Robin nodded wretchedly. She put both her hands on his shoulders, and something warned him to open his eyes. If she thought 'sorry' was a word for cowards, she wouldn't take kindly to him shutting his eyes at the sight of blood. 

He had no thoughts of escape, any more than he'd had with Father Volpone. He was too frightened for escape. This woman's sweet little smile seemed to fill the world from horizon to horizon, and there was no living in the world without living under it. He just wanted to appease her.

"Have you solved the riddle yet, my dear? Why you're here? What Father Volpone does better than anything else?"

"He scares me," Robin breathed.

"Good boy. And do you think you could scare other people the way Father Volpone scares you?"

"Yes – yes, m'm," he said breathlessly. "I don't need any more lessons."

"Not in that, perhaps," said the lady, with her dimply smile. "There will be more advanced lessons, but I think you've got the basics, so there's no need for Father Volpone anymore."

Robin was so relieved to hear the last part that he didn't puzzle over what had gone before it. It would be another ten years before he understood.

He learned terror from Father Volpone – the basic rudiments of terror. The stillness, the way to insinuate yourself into a room until the very walls seemed to be spying for you. But he learned nightmares from Myrrha. There were simple ways to scare people – mechanical, animal ways – and then there were personal ways. Myrrha taught him how to play on individual fears, how to create scenarios that were tailor-made to break a person's will, because they were translated right out of their heads. 

He would later discover that this programme of education was not quite as experimental as he'd thought. She had tried it on other boys before he'd come along. He even met them once, the ones who'd survived – a reunion of Robins, past and present, each of them wily, cagey, and battle-hardened. Mistrust was a natural consequence of the curriculum of terror, so they spoke warily, keeping their hands poised by their knife-hilts.

It had turned into a fight within half an hour. Roger the fifth Robin had killed Henry the second Robin, which only proved to Myrrha that she had refined the system quite intelligently as she'd gone on.

"Now for your present," said the lady. She held out a stubby knife, not much bigger than a potato-peeler. It had a handle of speckled, dimply stone.

"Is this another lesson?" said Robin.

"Clever boy. Call it a lesson, if you like. It's actually more of a pet. I know you've been feeling lonely since we came to Italy."

She turned the knife around, presenting its handle to Robin. The blade was now pointing at her chest, and, for a fraction of a second, he wondered if he could push it into her.

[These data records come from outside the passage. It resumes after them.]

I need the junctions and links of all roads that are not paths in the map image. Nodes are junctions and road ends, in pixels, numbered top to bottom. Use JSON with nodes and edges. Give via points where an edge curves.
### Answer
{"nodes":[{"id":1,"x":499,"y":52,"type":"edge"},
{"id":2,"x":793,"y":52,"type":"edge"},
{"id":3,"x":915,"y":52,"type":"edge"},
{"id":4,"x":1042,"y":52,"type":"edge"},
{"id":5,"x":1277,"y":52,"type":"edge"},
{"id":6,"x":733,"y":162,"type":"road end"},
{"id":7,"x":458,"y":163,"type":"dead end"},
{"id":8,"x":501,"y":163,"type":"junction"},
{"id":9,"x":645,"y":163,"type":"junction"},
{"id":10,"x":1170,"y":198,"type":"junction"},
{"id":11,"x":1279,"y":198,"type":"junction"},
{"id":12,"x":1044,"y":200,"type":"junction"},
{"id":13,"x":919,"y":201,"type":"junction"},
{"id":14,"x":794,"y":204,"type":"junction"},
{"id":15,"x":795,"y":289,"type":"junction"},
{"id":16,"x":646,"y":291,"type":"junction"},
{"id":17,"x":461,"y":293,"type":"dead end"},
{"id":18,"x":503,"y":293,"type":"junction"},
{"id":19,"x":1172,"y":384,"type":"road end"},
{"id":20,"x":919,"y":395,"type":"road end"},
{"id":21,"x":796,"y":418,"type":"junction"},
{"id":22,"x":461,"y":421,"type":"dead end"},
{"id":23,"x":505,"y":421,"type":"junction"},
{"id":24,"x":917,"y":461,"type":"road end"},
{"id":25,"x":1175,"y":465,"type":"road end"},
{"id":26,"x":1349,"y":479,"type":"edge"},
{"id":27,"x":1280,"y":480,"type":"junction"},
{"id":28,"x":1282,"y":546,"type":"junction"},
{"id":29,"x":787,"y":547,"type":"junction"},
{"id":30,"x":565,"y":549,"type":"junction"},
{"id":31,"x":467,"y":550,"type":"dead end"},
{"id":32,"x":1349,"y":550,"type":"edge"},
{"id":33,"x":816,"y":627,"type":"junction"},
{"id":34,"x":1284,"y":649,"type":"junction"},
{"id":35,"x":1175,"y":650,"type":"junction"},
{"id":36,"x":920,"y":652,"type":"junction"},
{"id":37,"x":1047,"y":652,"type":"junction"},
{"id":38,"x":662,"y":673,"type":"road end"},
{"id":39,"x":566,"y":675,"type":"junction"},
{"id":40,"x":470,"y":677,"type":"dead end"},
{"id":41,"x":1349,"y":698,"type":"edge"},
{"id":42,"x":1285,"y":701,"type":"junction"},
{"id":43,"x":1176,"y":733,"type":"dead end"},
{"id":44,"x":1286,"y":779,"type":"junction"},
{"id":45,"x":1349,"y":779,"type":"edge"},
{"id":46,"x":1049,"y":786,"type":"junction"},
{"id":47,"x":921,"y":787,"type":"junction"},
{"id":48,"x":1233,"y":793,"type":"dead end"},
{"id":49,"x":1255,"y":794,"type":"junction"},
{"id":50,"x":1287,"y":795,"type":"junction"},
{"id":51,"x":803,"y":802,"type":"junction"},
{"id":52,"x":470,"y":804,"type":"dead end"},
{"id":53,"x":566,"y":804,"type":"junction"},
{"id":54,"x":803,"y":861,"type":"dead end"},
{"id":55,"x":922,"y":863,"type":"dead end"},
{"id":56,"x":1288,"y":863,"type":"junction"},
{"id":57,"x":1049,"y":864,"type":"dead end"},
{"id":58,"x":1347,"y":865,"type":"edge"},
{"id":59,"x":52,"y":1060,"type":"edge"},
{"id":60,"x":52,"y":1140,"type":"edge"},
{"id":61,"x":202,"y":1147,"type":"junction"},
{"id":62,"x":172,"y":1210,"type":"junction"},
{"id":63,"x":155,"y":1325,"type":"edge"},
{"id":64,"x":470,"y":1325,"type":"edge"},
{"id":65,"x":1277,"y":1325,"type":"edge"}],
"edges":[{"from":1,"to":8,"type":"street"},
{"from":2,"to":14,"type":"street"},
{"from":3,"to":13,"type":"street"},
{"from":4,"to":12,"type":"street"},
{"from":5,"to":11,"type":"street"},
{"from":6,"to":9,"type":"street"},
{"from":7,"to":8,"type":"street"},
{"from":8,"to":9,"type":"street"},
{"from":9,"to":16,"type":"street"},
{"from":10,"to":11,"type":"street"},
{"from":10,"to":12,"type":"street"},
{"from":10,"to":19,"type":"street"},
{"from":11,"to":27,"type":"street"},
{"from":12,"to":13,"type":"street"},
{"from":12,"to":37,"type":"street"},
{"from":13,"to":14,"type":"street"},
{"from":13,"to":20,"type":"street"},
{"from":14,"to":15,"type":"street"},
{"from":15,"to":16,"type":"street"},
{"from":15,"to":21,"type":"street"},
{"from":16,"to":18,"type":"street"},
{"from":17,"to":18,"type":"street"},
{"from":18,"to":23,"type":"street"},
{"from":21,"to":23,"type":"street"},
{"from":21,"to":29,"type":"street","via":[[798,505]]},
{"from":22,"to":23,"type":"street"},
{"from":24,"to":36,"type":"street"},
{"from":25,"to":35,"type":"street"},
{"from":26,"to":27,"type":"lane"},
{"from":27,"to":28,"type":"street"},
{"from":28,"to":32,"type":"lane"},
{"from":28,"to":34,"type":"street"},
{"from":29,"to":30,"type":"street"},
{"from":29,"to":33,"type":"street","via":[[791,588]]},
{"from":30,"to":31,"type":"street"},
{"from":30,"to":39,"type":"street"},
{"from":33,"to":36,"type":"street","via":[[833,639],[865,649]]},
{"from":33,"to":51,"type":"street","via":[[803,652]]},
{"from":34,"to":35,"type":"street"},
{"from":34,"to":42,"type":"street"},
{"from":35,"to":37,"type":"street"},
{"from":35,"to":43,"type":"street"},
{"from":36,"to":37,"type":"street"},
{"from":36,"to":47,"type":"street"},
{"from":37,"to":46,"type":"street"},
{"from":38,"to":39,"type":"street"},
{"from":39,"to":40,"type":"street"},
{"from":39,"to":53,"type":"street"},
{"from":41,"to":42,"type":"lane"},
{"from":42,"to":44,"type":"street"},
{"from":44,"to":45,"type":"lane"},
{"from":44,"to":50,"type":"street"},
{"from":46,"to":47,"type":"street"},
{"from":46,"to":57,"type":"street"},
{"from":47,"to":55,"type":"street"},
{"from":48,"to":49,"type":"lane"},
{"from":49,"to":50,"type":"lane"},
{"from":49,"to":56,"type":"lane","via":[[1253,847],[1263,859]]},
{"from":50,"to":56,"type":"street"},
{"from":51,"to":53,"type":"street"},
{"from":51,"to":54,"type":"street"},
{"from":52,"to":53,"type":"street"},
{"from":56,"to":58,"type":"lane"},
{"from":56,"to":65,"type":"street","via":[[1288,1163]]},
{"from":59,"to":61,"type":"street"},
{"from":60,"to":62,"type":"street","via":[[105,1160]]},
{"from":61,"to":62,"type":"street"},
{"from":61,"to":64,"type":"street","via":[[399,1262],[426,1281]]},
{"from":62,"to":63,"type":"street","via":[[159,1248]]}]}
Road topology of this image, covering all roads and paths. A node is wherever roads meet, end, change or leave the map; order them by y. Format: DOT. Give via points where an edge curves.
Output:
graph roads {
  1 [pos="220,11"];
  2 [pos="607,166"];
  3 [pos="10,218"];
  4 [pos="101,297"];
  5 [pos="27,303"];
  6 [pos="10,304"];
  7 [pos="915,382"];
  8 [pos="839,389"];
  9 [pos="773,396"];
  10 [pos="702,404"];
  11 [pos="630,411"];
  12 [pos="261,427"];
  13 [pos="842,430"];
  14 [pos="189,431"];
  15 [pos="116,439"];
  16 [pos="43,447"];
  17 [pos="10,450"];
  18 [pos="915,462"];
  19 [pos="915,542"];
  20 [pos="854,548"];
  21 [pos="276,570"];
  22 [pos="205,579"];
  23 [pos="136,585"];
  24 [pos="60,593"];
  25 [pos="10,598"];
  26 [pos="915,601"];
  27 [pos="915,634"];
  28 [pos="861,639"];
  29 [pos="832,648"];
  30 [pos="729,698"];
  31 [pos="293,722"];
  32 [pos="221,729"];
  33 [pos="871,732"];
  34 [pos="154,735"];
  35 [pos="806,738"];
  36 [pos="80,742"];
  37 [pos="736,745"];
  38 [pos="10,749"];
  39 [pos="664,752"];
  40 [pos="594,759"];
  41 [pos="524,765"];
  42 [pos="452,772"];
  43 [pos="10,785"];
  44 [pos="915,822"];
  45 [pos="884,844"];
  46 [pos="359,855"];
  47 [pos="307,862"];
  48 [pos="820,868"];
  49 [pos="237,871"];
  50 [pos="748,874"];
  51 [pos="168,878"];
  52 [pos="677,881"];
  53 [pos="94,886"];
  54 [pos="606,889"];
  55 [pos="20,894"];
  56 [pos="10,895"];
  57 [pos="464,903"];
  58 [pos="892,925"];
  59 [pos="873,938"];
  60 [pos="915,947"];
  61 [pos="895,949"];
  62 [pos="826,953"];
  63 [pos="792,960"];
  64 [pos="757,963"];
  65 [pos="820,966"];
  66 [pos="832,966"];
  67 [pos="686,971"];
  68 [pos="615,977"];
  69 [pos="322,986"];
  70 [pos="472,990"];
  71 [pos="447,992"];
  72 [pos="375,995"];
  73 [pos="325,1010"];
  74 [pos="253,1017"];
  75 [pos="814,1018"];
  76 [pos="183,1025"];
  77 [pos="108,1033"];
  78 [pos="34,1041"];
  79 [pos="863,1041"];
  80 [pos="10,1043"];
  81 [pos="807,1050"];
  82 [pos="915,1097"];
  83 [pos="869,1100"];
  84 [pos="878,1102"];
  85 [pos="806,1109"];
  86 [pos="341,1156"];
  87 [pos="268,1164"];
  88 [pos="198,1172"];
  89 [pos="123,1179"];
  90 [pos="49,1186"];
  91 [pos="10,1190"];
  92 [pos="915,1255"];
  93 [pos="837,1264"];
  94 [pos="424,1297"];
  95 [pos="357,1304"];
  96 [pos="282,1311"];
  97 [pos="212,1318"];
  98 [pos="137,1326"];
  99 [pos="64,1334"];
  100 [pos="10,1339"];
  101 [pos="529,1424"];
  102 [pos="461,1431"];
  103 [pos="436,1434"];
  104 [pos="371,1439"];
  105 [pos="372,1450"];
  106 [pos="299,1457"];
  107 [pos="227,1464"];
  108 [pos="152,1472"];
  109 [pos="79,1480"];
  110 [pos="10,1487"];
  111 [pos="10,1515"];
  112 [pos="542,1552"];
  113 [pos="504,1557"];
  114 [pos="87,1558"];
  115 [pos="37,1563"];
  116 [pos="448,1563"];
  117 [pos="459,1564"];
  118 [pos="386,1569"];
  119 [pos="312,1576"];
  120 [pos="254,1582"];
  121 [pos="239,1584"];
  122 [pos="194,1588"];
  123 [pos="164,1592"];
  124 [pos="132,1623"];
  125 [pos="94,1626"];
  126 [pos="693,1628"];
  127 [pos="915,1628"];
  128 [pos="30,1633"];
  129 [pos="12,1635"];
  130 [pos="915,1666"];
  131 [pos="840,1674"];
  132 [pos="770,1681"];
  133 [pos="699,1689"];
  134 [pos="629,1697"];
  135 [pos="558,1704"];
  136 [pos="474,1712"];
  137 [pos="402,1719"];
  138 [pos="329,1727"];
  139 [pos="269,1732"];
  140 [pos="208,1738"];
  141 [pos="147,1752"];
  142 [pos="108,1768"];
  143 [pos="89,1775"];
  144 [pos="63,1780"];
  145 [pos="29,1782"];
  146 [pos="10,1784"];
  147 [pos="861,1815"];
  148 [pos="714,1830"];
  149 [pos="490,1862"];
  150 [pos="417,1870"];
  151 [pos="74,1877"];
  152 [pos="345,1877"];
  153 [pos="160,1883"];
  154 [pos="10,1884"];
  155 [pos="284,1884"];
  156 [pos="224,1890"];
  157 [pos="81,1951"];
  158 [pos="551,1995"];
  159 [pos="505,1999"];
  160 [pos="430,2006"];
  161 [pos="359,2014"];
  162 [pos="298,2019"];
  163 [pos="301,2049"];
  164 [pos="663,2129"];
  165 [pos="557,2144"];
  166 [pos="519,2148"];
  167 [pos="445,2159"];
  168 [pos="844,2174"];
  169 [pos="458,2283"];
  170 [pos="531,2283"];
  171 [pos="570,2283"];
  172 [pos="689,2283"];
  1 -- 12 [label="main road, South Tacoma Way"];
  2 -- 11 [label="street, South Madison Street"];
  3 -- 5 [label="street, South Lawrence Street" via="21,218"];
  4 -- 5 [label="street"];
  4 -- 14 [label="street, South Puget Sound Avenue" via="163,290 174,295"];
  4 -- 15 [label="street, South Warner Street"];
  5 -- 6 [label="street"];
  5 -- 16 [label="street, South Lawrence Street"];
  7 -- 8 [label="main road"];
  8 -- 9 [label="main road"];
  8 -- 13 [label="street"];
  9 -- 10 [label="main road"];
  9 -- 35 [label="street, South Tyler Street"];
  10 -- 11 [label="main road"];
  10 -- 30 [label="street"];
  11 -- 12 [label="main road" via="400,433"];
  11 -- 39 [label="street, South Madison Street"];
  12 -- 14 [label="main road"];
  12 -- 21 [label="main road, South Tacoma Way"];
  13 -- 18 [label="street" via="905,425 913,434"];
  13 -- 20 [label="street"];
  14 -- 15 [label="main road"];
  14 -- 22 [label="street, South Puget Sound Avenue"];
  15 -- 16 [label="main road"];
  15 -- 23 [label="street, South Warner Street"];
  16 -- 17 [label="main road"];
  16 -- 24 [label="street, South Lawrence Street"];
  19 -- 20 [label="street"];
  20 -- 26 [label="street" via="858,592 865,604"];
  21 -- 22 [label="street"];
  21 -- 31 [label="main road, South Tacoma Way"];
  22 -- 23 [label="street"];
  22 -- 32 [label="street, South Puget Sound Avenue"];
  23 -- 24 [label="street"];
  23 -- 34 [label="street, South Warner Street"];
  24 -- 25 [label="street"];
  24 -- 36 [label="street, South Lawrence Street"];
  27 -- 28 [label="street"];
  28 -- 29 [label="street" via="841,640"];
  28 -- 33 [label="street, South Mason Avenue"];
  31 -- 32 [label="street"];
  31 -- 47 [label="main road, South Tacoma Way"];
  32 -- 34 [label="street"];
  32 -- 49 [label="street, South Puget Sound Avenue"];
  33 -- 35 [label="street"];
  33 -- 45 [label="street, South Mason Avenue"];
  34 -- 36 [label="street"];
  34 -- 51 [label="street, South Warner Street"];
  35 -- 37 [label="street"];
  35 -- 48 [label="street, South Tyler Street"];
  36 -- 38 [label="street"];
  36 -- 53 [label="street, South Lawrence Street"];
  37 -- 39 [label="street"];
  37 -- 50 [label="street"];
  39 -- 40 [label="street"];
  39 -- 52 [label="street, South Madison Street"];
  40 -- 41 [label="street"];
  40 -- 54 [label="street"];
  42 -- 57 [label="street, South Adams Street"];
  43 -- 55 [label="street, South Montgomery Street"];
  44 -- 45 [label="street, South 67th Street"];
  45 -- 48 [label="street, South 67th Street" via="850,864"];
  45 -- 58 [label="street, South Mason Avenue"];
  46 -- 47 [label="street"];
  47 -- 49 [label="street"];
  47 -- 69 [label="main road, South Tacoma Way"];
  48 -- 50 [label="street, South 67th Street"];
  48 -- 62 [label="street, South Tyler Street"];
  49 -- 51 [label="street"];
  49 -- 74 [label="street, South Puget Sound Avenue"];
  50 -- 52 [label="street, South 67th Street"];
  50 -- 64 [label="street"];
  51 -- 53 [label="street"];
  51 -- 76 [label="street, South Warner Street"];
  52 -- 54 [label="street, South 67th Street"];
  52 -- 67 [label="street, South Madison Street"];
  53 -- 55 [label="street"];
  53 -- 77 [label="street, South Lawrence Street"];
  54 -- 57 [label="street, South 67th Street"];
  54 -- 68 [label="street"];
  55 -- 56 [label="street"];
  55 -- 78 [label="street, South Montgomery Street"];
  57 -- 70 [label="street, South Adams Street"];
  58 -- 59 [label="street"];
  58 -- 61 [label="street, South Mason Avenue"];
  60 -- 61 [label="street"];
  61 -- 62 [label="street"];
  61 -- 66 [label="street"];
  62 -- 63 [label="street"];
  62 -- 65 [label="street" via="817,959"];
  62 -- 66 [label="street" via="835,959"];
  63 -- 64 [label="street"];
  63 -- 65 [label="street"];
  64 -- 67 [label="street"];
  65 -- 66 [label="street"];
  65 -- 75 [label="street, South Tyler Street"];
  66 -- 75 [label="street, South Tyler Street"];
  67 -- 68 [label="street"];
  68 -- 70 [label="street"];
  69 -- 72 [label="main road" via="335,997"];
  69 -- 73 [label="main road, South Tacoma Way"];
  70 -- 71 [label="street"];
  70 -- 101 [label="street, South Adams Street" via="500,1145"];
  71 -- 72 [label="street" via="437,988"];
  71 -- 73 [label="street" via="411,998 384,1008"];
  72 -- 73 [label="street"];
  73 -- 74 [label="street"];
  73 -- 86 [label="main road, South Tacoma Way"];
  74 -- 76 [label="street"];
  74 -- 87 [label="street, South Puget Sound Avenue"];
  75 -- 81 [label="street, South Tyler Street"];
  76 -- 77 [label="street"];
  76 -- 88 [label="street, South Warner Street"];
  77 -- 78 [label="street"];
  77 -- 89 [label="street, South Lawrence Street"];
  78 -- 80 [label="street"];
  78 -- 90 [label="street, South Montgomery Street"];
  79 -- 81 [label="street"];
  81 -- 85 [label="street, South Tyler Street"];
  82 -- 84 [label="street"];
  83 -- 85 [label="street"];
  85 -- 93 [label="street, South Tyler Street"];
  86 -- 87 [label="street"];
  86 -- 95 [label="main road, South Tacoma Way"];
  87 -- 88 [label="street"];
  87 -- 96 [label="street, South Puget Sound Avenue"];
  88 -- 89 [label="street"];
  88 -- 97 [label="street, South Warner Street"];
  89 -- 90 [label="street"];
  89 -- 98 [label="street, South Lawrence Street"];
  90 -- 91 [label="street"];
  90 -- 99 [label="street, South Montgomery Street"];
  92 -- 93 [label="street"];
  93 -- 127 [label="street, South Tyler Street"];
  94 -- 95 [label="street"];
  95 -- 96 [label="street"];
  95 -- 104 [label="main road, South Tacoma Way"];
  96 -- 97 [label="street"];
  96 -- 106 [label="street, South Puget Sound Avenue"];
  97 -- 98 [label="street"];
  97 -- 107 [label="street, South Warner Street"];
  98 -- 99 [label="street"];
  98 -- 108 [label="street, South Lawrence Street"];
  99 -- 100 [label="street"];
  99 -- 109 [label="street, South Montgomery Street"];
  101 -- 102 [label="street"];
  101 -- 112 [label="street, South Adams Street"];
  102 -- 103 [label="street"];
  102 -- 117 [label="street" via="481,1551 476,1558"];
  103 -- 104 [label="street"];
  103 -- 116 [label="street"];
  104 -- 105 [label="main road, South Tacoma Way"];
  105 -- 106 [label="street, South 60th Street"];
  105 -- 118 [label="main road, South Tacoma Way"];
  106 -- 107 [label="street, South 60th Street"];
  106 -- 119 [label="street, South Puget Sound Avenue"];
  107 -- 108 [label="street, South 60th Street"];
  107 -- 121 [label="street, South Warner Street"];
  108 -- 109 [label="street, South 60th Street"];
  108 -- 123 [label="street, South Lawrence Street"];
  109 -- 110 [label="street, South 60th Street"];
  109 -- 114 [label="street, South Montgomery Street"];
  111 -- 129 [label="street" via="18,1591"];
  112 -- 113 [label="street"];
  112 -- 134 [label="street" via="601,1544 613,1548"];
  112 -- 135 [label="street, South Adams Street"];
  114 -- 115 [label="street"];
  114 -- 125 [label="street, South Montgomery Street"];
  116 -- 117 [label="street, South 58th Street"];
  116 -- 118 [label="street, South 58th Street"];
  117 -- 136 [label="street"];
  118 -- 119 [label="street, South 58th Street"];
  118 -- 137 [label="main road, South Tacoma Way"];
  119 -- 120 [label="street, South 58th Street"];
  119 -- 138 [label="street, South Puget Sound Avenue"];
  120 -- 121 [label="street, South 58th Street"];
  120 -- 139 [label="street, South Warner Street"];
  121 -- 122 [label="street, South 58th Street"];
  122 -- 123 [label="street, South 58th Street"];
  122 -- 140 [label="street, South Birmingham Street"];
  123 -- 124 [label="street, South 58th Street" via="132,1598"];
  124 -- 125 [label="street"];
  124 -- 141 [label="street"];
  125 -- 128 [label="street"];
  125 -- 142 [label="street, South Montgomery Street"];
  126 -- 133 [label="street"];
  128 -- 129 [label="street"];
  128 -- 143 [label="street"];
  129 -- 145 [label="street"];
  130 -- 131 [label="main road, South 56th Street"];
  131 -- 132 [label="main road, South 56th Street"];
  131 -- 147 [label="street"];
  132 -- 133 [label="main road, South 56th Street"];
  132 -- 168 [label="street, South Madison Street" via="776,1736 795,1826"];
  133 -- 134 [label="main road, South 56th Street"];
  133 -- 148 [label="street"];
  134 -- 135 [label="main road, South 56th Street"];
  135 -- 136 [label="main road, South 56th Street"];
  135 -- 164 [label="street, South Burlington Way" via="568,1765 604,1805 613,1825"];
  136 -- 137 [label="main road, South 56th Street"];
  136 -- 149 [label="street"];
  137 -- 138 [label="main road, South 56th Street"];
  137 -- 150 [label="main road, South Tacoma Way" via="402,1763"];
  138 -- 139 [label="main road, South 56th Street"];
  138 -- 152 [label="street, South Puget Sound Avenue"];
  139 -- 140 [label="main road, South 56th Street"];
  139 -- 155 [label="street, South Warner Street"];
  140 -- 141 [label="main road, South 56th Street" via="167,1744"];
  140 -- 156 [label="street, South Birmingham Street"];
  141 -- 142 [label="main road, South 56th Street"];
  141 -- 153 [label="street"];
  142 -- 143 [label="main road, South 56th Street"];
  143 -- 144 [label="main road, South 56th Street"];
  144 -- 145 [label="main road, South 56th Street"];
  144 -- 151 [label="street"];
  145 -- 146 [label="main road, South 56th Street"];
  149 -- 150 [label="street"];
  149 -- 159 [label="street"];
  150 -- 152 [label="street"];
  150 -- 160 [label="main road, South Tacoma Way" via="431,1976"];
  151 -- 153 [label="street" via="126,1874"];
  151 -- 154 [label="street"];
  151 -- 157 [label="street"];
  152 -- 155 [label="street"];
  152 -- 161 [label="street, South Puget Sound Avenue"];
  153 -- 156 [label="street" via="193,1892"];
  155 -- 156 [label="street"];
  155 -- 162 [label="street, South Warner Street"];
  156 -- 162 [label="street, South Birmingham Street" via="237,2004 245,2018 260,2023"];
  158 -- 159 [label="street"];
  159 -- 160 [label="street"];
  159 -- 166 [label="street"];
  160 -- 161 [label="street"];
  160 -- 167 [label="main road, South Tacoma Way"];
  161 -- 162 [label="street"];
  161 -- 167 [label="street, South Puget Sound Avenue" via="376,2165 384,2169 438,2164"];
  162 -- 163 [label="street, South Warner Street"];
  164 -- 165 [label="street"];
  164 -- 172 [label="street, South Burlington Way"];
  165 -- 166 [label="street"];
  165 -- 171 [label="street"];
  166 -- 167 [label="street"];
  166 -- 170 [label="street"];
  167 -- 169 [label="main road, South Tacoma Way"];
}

"He's called Gram," she said. "He's made from the rock of the demon realms, in the caves where I was born. Thoughts feed him – thoughts and experience. Every time he sheds blood, he'll grow, just like you. You can learn together. Gram will mould himself to your hand – to your thoughts and inclinations. He'll never leave you."

Robin half-expected the knife to start talking. There was a crack in the stone near the hilt, and he wondered if it would open up like a mouth, and the fire of the demon realms would pour out of it. Did she say she had been born there? But nobody had been there for three hundred years!

In fact, Gram never spoke to him. But he was alive. As time went on, Robin grew quite adept at recognizing his moods – approval, disapproval, glee, hunger, belligerence. They all had to do with the way he whispered through the air, the way the light glinted off his blade, the way he felt in Robin's palm.

None of the practice-Robins had been given Gram. There was only one Gram, and Myrrha was not going to waste him on a prototype.

He had started carving notches into the hilt – one for every life Gram ended – out of curiosity more than anything else. It felt like marking a child's height on the wall as he grew. Look how far we've come – look how much we've changed

When he later transferred the notches to his own flesh, it was for quite another reason.